OP25INTRAVENOUS DELIVERY OF ONCOLYTIC REOLYSIN® TO PRIMARY AND SECONDARY BRAIN TUMOURS

INTRODUCTION: Oncolytic viruses preferentially replicate in cancer cells and kill them through direct cytotoxicity and/or immune mediated cell destruction. REOLYSIN® is a proprietary isolate of reovirus type 3 Dearing. In previous trials using intra-lesional administration REOLYSIN® was well tolerated, and there were early signs of efficacy. However, intravenous delivery is a less invasive means of administration that would permit more frequent dosing. This trial aims to identify whether REOLYSIN® can infect primary and secondary brain tumours following intravenous administration. METHOD: This is an open-label, non-randomised study of intravenous REOLYSIN® administered to patients prior to planned surgery for recurrent high-grade glioma or metastatic brain tumours. 12 patients will be treated with a single infusion of 1x1010 TCID50 of REOLYSIN®. The primary objective is the presence of REOLYSIN® in the resected tumours as assessed by immunohistochemistry, RNA in-situ hybridization and retrieval of infectious virions.

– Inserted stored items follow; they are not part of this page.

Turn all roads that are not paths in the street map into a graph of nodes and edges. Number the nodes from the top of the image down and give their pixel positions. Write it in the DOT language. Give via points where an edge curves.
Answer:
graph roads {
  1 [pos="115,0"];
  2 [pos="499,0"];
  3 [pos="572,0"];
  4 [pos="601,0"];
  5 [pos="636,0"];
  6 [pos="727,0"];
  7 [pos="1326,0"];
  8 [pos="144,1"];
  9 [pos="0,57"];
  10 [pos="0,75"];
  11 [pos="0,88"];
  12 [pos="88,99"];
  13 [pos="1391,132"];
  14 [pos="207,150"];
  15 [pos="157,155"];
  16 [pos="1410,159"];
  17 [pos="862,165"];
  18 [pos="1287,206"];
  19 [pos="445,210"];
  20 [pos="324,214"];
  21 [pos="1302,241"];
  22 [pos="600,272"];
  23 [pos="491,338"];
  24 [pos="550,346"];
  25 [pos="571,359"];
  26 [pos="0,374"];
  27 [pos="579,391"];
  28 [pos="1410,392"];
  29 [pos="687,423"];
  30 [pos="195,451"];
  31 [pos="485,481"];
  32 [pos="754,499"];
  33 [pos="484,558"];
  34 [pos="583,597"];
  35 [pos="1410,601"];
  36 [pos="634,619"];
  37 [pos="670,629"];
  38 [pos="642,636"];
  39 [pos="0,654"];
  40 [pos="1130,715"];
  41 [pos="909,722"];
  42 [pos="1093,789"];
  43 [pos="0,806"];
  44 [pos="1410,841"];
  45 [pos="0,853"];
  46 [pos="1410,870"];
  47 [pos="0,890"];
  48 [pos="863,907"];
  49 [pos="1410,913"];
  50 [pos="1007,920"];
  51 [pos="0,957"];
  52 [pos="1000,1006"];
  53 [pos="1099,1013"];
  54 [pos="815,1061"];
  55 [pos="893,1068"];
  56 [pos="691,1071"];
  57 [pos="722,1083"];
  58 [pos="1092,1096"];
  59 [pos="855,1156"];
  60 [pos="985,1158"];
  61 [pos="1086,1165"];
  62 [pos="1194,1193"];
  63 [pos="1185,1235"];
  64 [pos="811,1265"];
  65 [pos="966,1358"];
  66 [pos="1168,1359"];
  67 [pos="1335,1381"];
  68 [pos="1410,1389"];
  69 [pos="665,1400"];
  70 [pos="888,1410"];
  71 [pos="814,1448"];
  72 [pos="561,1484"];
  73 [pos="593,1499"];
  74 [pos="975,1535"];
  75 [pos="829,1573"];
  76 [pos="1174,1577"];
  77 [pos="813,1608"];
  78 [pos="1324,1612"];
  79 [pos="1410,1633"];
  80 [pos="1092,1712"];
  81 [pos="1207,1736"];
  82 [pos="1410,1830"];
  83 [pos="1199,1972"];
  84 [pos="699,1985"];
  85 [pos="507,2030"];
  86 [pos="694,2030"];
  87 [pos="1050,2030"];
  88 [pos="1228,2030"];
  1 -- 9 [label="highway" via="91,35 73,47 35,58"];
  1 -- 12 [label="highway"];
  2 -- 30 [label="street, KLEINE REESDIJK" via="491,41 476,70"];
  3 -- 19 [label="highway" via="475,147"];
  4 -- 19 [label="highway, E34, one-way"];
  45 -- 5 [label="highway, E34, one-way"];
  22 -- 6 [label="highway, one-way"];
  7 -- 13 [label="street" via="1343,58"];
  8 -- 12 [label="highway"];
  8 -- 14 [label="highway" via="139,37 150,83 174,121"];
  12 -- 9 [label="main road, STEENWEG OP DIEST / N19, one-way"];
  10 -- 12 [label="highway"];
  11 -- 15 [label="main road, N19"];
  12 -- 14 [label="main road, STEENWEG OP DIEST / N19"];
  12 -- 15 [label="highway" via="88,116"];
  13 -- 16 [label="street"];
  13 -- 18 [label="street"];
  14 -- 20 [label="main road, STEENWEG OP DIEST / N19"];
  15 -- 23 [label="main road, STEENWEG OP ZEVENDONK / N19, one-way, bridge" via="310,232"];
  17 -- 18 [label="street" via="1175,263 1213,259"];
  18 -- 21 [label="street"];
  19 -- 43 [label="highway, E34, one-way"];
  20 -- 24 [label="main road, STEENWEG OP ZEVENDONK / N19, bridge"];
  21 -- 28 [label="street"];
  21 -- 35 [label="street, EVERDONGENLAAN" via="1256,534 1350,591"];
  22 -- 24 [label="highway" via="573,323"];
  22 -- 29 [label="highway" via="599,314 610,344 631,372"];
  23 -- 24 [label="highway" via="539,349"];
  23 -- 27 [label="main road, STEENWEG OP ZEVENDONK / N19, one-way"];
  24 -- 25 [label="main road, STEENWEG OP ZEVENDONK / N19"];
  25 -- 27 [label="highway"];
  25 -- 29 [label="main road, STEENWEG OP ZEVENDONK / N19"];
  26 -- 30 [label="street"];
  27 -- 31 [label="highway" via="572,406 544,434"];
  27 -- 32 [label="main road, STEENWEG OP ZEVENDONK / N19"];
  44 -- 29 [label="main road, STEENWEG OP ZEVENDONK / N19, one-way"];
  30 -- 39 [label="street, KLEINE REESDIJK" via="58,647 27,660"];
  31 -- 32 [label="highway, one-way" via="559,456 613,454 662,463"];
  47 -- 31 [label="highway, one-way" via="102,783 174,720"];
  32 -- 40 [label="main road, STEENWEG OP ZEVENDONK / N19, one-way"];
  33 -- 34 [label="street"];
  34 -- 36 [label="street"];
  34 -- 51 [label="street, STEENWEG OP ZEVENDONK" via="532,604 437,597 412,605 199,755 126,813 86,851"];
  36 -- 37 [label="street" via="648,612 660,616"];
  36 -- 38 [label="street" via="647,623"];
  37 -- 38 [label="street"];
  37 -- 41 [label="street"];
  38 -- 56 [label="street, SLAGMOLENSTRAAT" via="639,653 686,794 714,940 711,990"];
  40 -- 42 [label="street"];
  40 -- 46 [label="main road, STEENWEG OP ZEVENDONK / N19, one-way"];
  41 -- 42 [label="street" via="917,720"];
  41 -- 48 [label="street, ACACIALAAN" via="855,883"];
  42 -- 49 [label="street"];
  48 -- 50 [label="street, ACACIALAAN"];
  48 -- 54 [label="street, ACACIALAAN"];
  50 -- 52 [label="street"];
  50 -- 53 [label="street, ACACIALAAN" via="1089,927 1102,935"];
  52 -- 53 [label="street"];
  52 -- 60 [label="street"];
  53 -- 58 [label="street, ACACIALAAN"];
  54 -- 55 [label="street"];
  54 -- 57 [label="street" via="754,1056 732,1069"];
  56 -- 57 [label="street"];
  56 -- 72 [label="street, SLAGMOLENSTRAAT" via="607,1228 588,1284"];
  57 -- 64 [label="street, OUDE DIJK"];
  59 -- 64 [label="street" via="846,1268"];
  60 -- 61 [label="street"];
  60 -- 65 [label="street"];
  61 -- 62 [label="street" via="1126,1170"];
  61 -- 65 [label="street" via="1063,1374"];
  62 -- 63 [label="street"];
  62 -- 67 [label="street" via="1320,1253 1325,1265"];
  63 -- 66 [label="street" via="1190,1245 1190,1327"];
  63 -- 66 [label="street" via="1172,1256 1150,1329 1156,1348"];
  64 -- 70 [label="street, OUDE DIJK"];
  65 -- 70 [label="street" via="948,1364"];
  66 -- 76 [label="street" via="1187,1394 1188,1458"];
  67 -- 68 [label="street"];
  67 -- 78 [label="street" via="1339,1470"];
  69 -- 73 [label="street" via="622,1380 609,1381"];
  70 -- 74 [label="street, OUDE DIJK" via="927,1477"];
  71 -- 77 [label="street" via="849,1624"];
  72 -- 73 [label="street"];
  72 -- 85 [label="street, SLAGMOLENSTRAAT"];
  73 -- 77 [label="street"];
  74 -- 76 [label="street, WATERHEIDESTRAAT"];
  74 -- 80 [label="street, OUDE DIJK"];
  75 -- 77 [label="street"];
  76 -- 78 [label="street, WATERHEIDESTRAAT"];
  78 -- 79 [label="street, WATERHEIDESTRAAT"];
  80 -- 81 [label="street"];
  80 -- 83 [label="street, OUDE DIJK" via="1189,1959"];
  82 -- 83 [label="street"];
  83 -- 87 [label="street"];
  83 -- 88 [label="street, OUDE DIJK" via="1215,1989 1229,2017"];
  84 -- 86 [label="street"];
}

RESULTS: 9 patients have completed the study to date, including 4 glioblastoma multiforme, 2 grade III glioma and 2 brain metastases cases. 3 of 4 resected GBM patient tumours and both Gd III gliomas contained REOLYSIN® RNA and/or protein. There was evidence for REOLYSIN® productive infection in 8 of the 9 treated tumours. Grade 3-4 adverse reactions were neutropaenia (1 patient) and lymphopaenia (3 patients). CONCLUSION: We have shown for the first time that an oncolytic virus, REOLYSIN®, infects and replicates in primary and secondary brain tumours following intravenous administration. This trial will pave the way for phase I/II trials and combination studies using REOLYSIN® in brain tumour patients.